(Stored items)
──────
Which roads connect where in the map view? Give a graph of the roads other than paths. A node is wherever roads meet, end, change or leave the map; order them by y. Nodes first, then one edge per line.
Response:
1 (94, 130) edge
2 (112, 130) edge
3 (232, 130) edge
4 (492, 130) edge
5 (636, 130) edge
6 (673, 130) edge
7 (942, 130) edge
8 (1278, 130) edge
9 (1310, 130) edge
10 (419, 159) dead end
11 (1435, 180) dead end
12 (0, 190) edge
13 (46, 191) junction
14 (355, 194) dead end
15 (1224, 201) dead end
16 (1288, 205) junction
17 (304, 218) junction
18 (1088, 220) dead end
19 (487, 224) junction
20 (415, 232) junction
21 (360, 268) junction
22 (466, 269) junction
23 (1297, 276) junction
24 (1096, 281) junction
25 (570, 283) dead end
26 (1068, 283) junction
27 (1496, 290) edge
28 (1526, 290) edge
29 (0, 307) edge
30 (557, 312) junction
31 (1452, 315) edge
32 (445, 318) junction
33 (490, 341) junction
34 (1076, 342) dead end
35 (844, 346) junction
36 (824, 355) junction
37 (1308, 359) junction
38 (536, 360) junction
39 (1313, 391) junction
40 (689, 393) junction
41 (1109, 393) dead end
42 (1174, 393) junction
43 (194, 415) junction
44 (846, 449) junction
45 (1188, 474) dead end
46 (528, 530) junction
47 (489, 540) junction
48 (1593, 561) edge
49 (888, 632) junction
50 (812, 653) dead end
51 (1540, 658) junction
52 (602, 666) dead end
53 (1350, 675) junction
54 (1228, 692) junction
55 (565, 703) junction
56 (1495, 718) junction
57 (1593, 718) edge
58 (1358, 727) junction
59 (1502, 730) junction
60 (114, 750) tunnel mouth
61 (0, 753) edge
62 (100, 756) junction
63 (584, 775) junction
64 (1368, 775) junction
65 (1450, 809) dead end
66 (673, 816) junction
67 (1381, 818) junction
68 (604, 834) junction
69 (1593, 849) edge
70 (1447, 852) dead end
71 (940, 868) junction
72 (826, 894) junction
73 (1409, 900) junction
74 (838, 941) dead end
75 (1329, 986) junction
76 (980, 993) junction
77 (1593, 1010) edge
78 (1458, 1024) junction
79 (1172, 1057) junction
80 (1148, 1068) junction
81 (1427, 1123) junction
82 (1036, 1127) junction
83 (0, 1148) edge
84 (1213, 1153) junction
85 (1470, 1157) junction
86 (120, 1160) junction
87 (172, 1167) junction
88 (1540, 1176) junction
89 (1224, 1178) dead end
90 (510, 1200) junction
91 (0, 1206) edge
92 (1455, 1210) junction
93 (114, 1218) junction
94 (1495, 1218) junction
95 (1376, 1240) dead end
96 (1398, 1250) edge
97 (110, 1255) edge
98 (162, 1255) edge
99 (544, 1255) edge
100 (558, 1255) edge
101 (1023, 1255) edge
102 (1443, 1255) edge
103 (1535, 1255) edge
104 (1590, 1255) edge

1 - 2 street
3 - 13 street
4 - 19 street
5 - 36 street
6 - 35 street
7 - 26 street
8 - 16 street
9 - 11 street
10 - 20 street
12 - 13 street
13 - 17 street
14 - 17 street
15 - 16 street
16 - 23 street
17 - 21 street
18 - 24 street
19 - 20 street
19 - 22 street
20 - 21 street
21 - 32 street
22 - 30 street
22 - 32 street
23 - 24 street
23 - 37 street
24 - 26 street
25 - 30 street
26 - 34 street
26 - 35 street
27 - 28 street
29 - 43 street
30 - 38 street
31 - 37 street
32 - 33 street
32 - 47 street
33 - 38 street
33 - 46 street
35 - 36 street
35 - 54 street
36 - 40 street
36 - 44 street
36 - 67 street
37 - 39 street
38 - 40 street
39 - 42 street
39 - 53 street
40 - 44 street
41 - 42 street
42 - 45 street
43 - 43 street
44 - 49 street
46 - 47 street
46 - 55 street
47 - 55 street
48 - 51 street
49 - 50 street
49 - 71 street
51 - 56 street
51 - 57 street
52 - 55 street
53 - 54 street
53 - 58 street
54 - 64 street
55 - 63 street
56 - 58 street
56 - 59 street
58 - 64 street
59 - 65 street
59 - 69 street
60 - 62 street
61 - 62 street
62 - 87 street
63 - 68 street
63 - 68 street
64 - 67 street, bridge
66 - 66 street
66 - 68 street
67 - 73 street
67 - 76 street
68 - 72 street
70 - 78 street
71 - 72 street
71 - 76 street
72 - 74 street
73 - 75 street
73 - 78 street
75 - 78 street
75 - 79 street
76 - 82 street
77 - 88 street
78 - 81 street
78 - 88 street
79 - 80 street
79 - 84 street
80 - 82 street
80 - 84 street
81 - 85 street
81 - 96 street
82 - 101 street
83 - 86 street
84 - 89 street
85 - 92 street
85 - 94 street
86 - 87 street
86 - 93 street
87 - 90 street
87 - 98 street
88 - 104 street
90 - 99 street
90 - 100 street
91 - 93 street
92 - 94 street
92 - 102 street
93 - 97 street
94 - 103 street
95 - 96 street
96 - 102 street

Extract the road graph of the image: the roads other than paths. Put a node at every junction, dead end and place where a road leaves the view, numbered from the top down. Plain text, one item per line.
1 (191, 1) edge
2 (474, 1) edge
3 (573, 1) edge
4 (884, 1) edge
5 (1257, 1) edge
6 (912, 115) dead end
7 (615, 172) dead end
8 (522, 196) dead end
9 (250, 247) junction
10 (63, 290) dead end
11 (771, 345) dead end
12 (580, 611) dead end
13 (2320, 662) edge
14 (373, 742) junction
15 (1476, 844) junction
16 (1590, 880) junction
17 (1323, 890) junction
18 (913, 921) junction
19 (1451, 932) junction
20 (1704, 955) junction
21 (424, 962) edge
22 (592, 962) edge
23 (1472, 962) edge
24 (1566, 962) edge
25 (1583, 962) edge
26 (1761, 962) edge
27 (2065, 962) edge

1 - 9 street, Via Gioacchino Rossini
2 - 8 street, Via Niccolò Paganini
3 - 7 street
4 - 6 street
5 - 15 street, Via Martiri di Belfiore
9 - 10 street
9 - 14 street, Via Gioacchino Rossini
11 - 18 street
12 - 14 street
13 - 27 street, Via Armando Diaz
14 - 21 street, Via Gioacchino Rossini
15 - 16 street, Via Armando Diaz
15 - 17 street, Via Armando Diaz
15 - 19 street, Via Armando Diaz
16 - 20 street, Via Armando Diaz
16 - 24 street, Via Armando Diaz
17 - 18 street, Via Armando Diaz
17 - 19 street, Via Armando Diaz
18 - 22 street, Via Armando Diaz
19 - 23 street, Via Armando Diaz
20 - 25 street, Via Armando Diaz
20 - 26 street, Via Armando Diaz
──────
Assigned task:
Every line above needs to be repeated exactly as shown.

Completed exercise:
Which roads connect where in the map view? Give a graph of the roads other than paths. A node is wherever roads meet, end, change or leave the map; order them by y. Nodes first, then one edge per line.
Response:
1 (94, 130) edge
2 (112, 130) edge
3 (232, 130) edge
4 (492, 130) edge
5 (636, 130) edge
6 (673, 130) edge
7 (942, 130) edge
8 (1278, 130) edge
9 (1310, 130) edge
10 (419, 159) dead end
11 (1435, 180) dead end
12 (0, 190) edge
13 (46, 191) junction
14 (355, 194) dead end
15 (1224, 201) dead end
16 (1288, 205) junction
17 (304, 218) junction
18 (1088, 220) dead end
19 (487, 224) junction
20 (415, 232) junction
21 (360, 268) junction
22 (466, 269) junction
23 (1297, 276) junction
24 (1096, 281) junction
25 (570, 283) dead end
26 (1068, 283) junction
27 (1496, 290) edge
28 (1526, 290) edge
29 (0, 307) edge
30 (557, 312) junction
31 (1452, 315) edge
32 (445, 318) junction
33 (490, 341) junction
34 (1076, 342) dead end
35 (844, 346) junction
36 (824, 355) junction
37 (1308, 359) junction
38 (536, 360) junction
39 (1313, 391) junction
40 (689, 393) junction
41 (1109, 393) dead end
42 (1174, 393) junction
43 (194, 415) junction
44 (846, 449) junction
45 (1188, 474) dead end
46 (528, 530) junction
47 (489, 540) junction
48 (1593, 561) edge
49 (888, 632) junction
50 (812, 653) dead end
51 (1540, 658) junction
52 (602, 666) dead end
53 (1350, 675) junction
54 (1228, 692) junction
55 (565, 703) junction
56 (1495, 718) junction
57 (1593, 718) edge
58 (1358, 727) junction
59 (1502, 730) junction
60 (114, 750) tunnel mouth
61 (0, 753) edge
62 (100, 756) junction
63 (584, 775) junction
64 (1368, 775) junction
65 (1450, 809) dead end
66 (673, 816) junction
67 (1381, 818) junction
68 (604, 834) junction
69 (1593, 849) edge
70 (1447, 852) dead end
71 (940, 868) junction
72 (826, 894) junction
73 (1409, 900) junction
74 (838, 941) dead end
75 (1329, 986) junction
76 (980, 993) junction
77 (1593, 1010) edge
78 (1458, 1024) junction
79 (1172, 1057) junction
80 (1148, 1068) junction
81 (1427, 1123) junction
82 (1036, 1127) junction
83 (0, 1148) edge
84 (1213, 1153) junction
85 (1470, 1157) junction
86 (120, 1160) junction
87 (172, 1167) junction
88 (1540, 1176) junction
89 (1224, 1178) dead end
90 (510, 1200) junction
91 (0, 1206) edge
92 (1455, 1210) junction
93 (114, 1218) junction
94 (1495, 1218) junction
95 (1376, 1240) dead end
96 (1398, 1250) edge
97 (110, 1255) edge
98 (162, 1255) edge
99 (544, 1255) edge
100 (558, 1255) edge
101 (1023, 1255) edge
102 (1443, 1255) edge
103 (1535, 1255) edge
104 (1590, 1255) edge

1 - 2 street
3 - 13 street
4 - 19 street
5 - 36 street
6 - 35 street
7 - 26 street
8 - 16 street
9 - 11 street
10 - 20 street
12 - 13 street
13 - 17 street
14 - 17 street
15 - 16 street
16 - 23 street
17 - 21 street
18 - 24 street
19 - 20 street
19 - 22 street
20 - 21 street
21 - 32 street
22 - 30 street
22 - 32 street
23 - 24 street
23 - 37 street
24 - 26 street
25 - 30 street
26 - 34 street
26 - 35 street
27 - 28 street
29 - 43 street
30 - 38 street
31 - 37 street
32 - 33 street
32 - 47 street
33 - 38 street
33 - 46 street
35 - 36 street
35 - 54 street
36 - 40 street
36 - 44 street
36 - 67 street
37 - 39 street
38 - 40 street
39 - 42 street
39 - 53 street
40 - 44 street
41 - 42 street
42 - 45 street
43 - 43 street
44 - 49 street
46 - 47 street
46 - 55 street
47 - 55 street
48 - 51 street
49 - 50 street
49 - 71 street
51 - 56 street
51 - 57 street
52 - 55 street
53 - 54 street
53 - 58 street
54 - 64 street
55 - 63 street
56 - 58 street
56 - 59 street
58 - 64 street
59 - 65 street
59 - 69 street
60 - 62 street
61 - 62 street
62 - 87 street
63 - 68 street
63 - 68 street
64 - 67 street, bridge
66 - 66 street
66 - 68 street
67 - 73 street
67 - 76 street
68 - 72 street
70 - 78 street
71 - 72 street
71 - 76 street
72 - 74 street
73 - 75 street
73 - 78 street
75 - 78 street
75 - 79 street
76 - 82 street
77 - 88 street
78 - 81 street
78 - 88 street
79 - 80 street
79 - 84 street
80 - 82 street
80 - 84 street
81 - 85 street
81 - 96 street
82 - 101 street
83 - 86 street
84 - 89 street
85 - 92 street
85 - 94 street
86 - 87 street
86 - 93 street
87 - 90 street
87 - 98 street
88 - 104 street
90 - 99 street
90 - 100 street
91 - 93 street
92 - 94 street
92 - 102 street
93 - 97 street
94 - 103 street
95 - 96 street
96 - 102 street

Extract the road graph of the image: the roads other than paths. Put a node at every junction, dead end and place where a road leaves the view, numbered from the top down. Plain text, one item per line.
1 (191, 1) edge
2 (474, 1) edge
3 (573, 1) edge
4 (884, 1) edge
5 (1257, 1) edge
6 (912, 115) dead end
7 (615, 172) dead end
8 (522, 196) dead end
9 (250, 247) junction
10 (63, 290) dead end
11 (771, 345) dead end
12 (580, 611) dead end
13 (2320, 662) edge
14 (373, 742) junction
15 (1476, 844) junction
16 (1590, 880) junction
17 (1323, 890) junction
18 (913, 921) junction
19 (1451, 932) junction
20 (1704, 955) junction
21 (424, 962) edge
22 (592, 962) edge
23 (1472, 962) edge
24 (1566, 962) edge
25 (1583, 962) edge
26 (1761, 962) edge
27 (2065, 962) edge

1 - 9 street, Via Gioacchino Rossini
2 - 8 street, Via Niccolò Paganini
3 - 7 street
4 - 6 street
5 - 15 street, Via Martiri di Belfiore
9 - 10 street
9 - 14 street, Via Gioacchino Rossini
11 - 18 street
12 - 14 street
13 - 27 street, Via Armando Diaz
14 - 21 street, Via Gioacchino Rossini
15 - 16 street, Via Armando Diaz
15 - 17 street, Via Armando Diaz
15 - 19 street, Via Armando Diaz
16 - 20 street, Via Armando Diaz
16 - 24 street, Via Armando Diaz
17 - 18 street, Via Armando Diaz
17 - 19 street, Via Armando Diaz
18 - 22 street, Via Armando Diaz
19 - 23 street, Via Armando Diaz
20 - 25 street, Via Armando Diaz
20 - 26 street, Via Armando Diaz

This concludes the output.